Work item
Among the records below, find the lines that contain "dead" and copy each of them.

Data listing

-=-=-

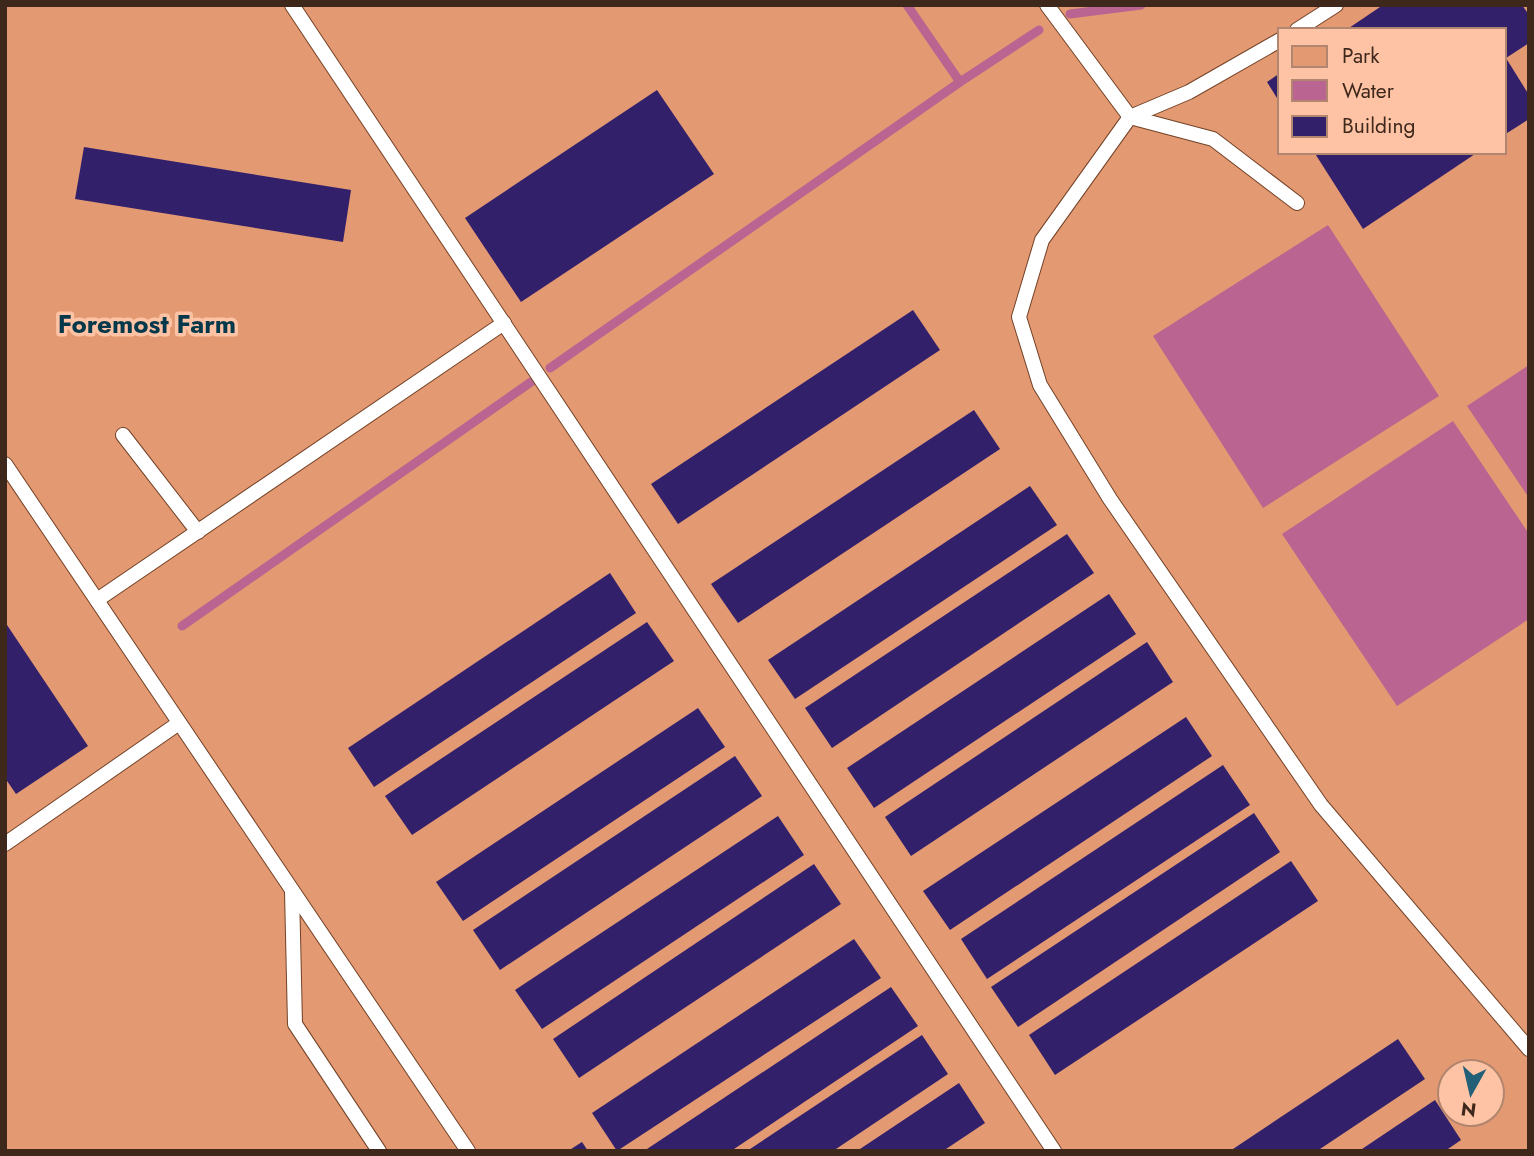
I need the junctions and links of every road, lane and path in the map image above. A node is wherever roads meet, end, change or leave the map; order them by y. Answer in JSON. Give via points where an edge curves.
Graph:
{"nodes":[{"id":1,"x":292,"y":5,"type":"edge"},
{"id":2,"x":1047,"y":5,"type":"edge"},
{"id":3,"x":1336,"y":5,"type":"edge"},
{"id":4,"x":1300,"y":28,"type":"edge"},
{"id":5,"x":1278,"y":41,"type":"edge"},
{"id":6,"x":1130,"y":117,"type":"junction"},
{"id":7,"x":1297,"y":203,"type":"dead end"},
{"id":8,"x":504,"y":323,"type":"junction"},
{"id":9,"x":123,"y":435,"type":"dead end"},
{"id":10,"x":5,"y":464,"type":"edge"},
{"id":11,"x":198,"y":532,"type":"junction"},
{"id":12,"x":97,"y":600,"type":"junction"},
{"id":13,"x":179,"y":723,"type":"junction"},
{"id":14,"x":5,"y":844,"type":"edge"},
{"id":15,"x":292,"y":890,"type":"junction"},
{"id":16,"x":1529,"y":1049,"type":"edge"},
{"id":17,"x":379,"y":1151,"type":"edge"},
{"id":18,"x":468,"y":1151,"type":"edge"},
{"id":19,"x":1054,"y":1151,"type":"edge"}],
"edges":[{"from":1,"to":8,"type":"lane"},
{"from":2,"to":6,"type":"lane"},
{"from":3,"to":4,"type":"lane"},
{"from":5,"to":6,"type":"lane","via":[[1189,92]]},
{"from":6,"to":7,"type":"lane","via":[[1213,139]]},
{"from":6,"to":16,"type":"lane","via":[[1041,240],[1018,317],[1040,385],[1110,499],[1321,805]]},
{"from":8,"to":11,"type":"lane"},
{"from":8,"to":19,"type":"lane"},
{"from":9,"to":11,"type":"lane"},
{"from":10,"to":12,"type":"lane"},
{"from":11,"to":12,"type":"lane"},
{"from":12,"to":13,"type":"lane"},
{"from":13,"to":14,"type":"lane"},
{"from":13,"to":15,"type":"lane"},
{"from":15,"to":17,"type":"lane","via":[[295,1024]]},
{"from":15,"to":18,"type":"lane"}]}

-=-=-

Finished exercise
{"id":7,"x":1297,"y":203,"type":"dead end"},
{"id":9,"x":123,"y":435,"type":"dead end"},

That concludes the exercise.